With their energy saving and safety features, LED light bulbs are now rapidly replacing their incandescent counterparts. Governments around the world, including Australia have passed measures to phase out incandescent light bulbs.
Technology firm PureLiFi has created a dongle that can easily connect to any LED light to help create a Li-Fi network. It aims to resolve the global struggle for diminishing wireless capacity by developing technology for secure, reliable, high speed communication networks that integrate data and lighting utility infrastructures to reduce energy consumption. Li-Fi was developed as a solution to the growing radio spectrum congestion problem.
How Li-Fi Works
LiFi-X consists of an access point that connects to any LED light to help create a Li-Fi network and a dongle the size of a business card that can be operated from any USB-enabled mobile devices. It uses visible light spectrum instead of radio frequencies to enable high-speed wireless data communication and Internet access. Li-Fi connection is more secure than the existing wireless fidelity (Wi-Fi) technology and could provide 100 times higher data rates for future mobile users.

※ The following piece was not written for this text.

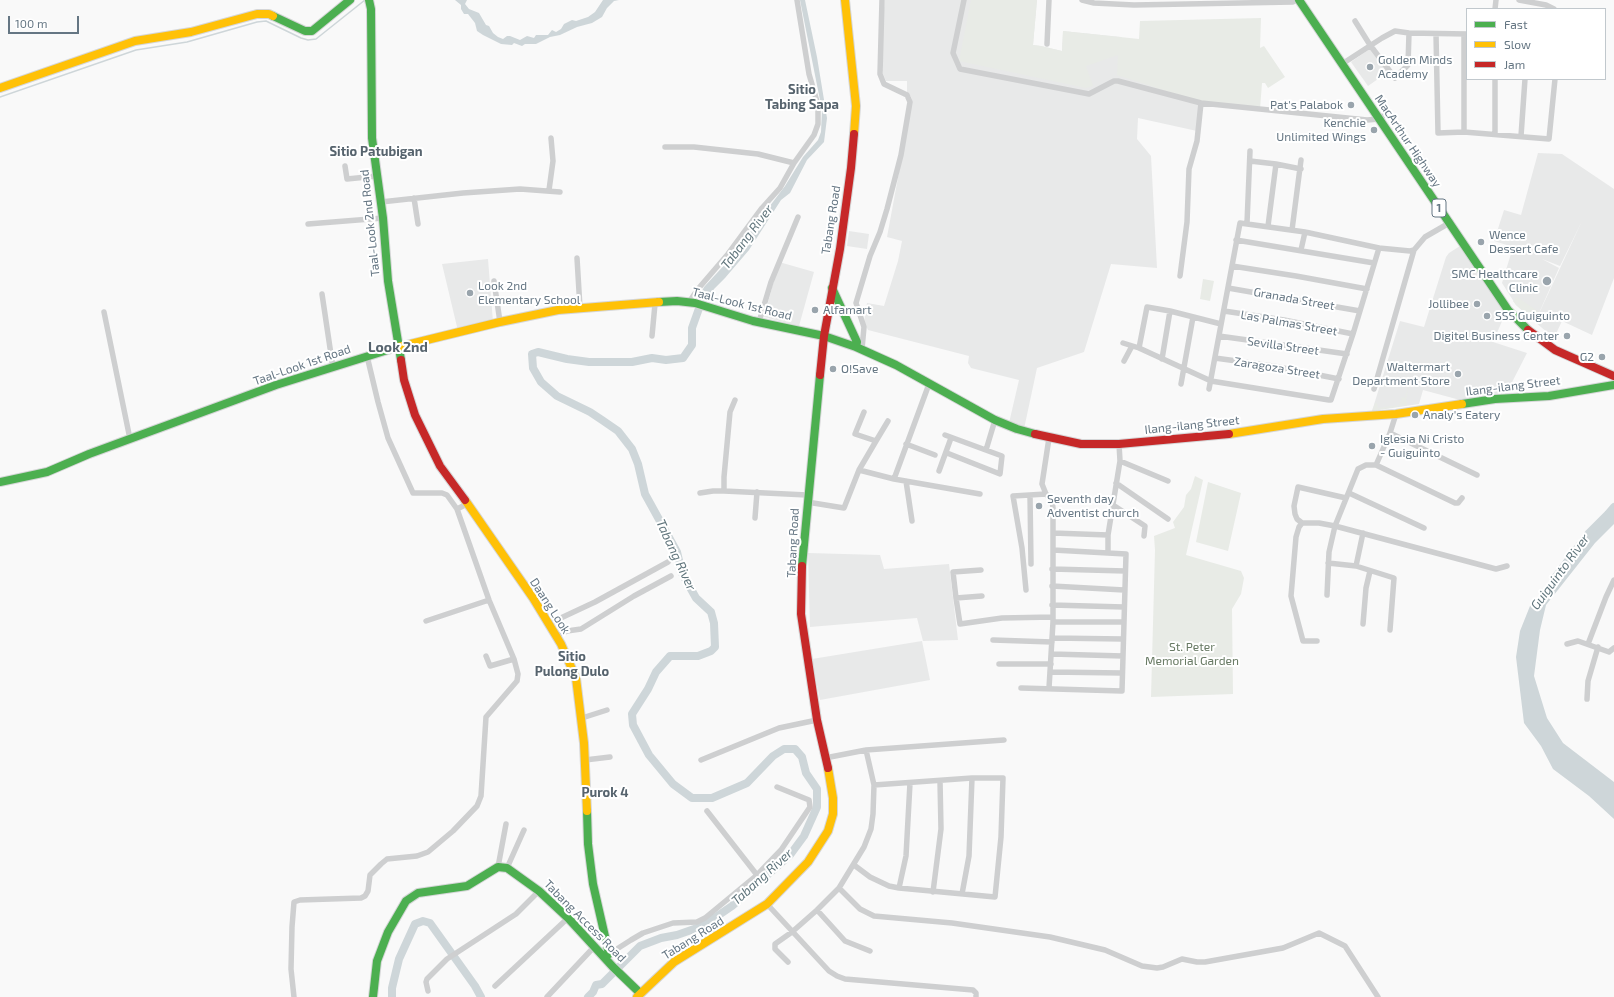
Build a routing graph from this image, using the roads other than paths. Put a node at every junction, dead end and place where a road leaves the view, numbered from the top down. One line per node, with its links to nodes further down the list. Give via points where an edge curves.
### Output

How Li-Fi Works | image courtesy of pureLiFi

According to PureLiFi, standard LED light bulbs are controlled by a driver that turns the LED on and off, or dims and brightens it. With Li-Fi enabled LED light bulbs, the driver is used to transmit encoded data by controlling the LED light. A photo detector or optical sensor is used to receive the data, which is then decoded. The receiver dongle has optics and decodes the data and transmitted to your computer or mobile device.
Differences between Li-Fi and Wi-Fi explains the following differences between Li-Fi and Wi-Fi:

  1. Li-Fi uses the light waves from LED light bulbs to transmit data so it provides illumination and wireless data communications. In contrast, Wi-Fi uses radio signals, which are very limited. Thus, Wi-Fi connected devices must compete for bandwidth. The emergence of modern Wi-Fi enabled equipment, such as refrigerators, watches, cameras, smart phones, and tablets is causing congestion and degrades data communications.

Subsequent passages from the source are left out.